Proteins associated with fatty acid metabolism
Earlier findings from our group and others have highlighted the complex links between lipid accumulation and N-starvation in microalgae. Transcriptomics study in Nannochloropsis oceanica IMET 1 revealed up-regulation of Acyl carrier protein (ACP) by more than 2 folds, while the levels of 3-hydroxyacyl-[ACP]-dehydratase (HAD) and ENR were down-regulated at 48 h under N-deprived conditions68. Contrarily in the present study, gradual accumulation of several fatty acid biosynthesis and storage proteins was observed with progressive N-starvation duration. Several components of fatty acid synthase (FAS) including E1Z5W8 (ACP), E1Z8J0 (HAD), and E1Z2Y2 (ENR) were significantly accumulated following 88 h of N-starvation (Table 1). In algae, ACP tethers the growing fatty acid chain as it goes through the elongation step. Dehydratase and reductase catalyzes the third and fourth step of fatty acid elongation, wherein enoyl-ACP losses one molecule of water and is reduced to fully saturated acyl-ACP. Additionally, the involvement of two of the enzymes E1Z2Y2 (ENR) and E1Z8J0 (HAD) in biotin metabolism is highlighted in the KEGG pathway. Regulation of biotin metabolism is correlated with lipid accumulation in C. reinhardtii11.
The significant upsurge in the fatty acid accumulation during N-starvation may arise either due to (a) the accelerated partitioning of new-photosynthetically fixed carbon through glycolysis, which produces pyruvate from glucose while generating the high-energy compounds ATP and NADH69, or (b) the recycling of carbon-molecules into the precursors for lipid biosynthesis.
In vascular plants and algae, glycolysis occurs in both plastids and the cytosol. However, in the present study, most of the differentially expressed glycolysis-associated proteins were plastid-bound, except for TPI and ENL (present in the cytosol) (Fig. 3). This suggests that plastids possess the enzymatic machinery of the payoff phase of the glycolysis pathway (from G3P to pyruvate) along with plastidic ALDO that converts F1, 6P to G3P and thus the plastid glycolysis pathway generates pyruvate in N-starved condition, which regulate the elongation of both long-chain saturated and unsaturated fatty acids. This observation is in sync with the transcriptomics studies on N-starved Nannochloropsis oceanica IMET 1 by Li et al.68.

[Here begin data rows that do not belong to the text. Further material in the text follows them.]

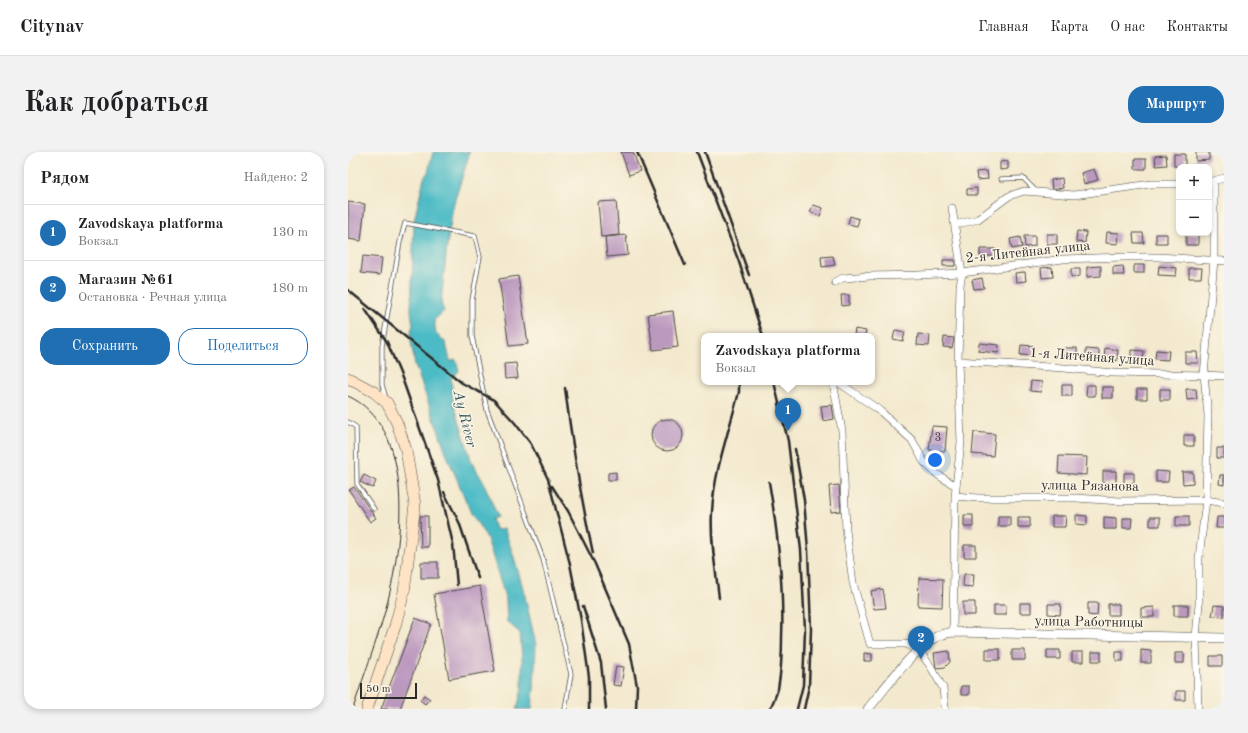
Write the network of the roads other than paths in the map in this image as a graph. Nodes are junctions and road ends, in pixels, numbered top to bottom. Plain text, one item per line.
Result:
1 (1224, 178) edge
2 (1001, 179) dead end
3 (1212, 181) edge
4 (1176, 184) edge
5 (1038, 193) junction
6 (1212, 200) edge
7 (952, 208) dead end
8 (955, 225) junction
9 (1214, 260) junction
10 (1224, 261) edge
11 (962, 273) junction
12 (835, 282) dead end
13 (958, 361) junction
14 (1204, 375) junction
15 (1224, 376) edge
16 (348, 378) edge
17 (833, 385) edge
18 (842, 385) edge
19 (388, 403) junction
20 (348, 422) edge
21 (956, 486) junction
22 (955, 496) junction
23 (1206, 500) junction
24 (1224, 504) edge
25 (374, 509) dead end
26 (953, 632) junction
27 (1196, 637) junction
28 (1224, 638) edge
29 (919, 650) junction
30 (367, 709) edge
31 (565, 709) edge
32 (868, 709) edge
33 (945, 709) edge
34 (1198, 709) edge

1 - 3 street
2 - 5 lane
4 - 5 street
5 - 8 street
6 - 9 street
7 - 8 street
8 - 11 street
9 - 10 street, 2-я Литейная улица
9 - 11 street, 2-я Литейная улица
9 - 14 street
11 - 12 street, 2-я Литейная улица
11 - 13 street
13 - 14 street, 1-я Литейная улица
13 - 21 street
14 - 15 street, 1-я Литейная улица
14 - 23 street
16 - 19 main road
17 - 29 street
18 - 21 street
19 - 30 main road
19 - 31 lane
20 - 25 lane
21 - 22 street
22 - 23 street, улица Рязанова
22 - 26 street
23 - 24 street, улица Рязанова
23 - 27 street
26 - 27 street, улица Работницы
26 - 29 street, улица Работницы
27 - 28 street, улица Работницы
27 - 34 street
29 - 32 street, улица Работницы
29 - 33 street

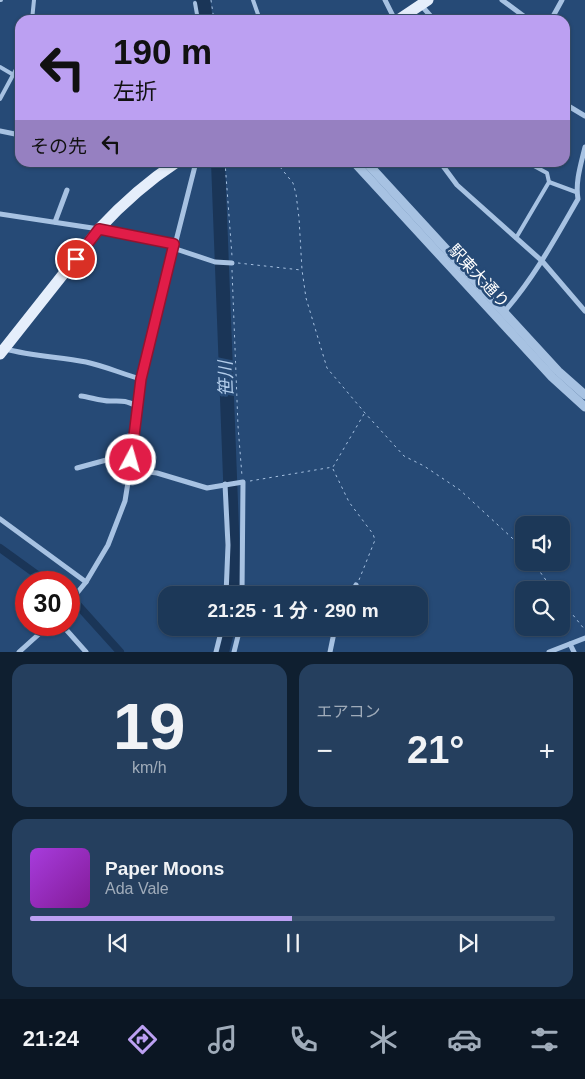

Interestingly, we observed perpetual up-regulation of E1ZIL0 (KEGG: acyl-CoA dehydrogenase activity), a component of complex I of oxidative phosphorylation which suggests that knock out of this enzyme could be detrimental to the organism70. E1ZIL0 is also involved in β-oxidation pathway; transcript analysis of N. oceanica IMET 1 revealed concomitant up-regulation of several components of β-oxidation pathways in response to N-deprivation68. Besides, carbon skeletons to be integrated into the neutral lipids may be salvaged from the degradation of membrane-bound glycerolipids via β-oxidation, suggesting that these enzymes could be sensible targets for maximizing neutral lipid biosynthesis. Knock-out of several lipases involved in β-oxidation pathway has been reported to result in synchronized growth and lipid accumulation71.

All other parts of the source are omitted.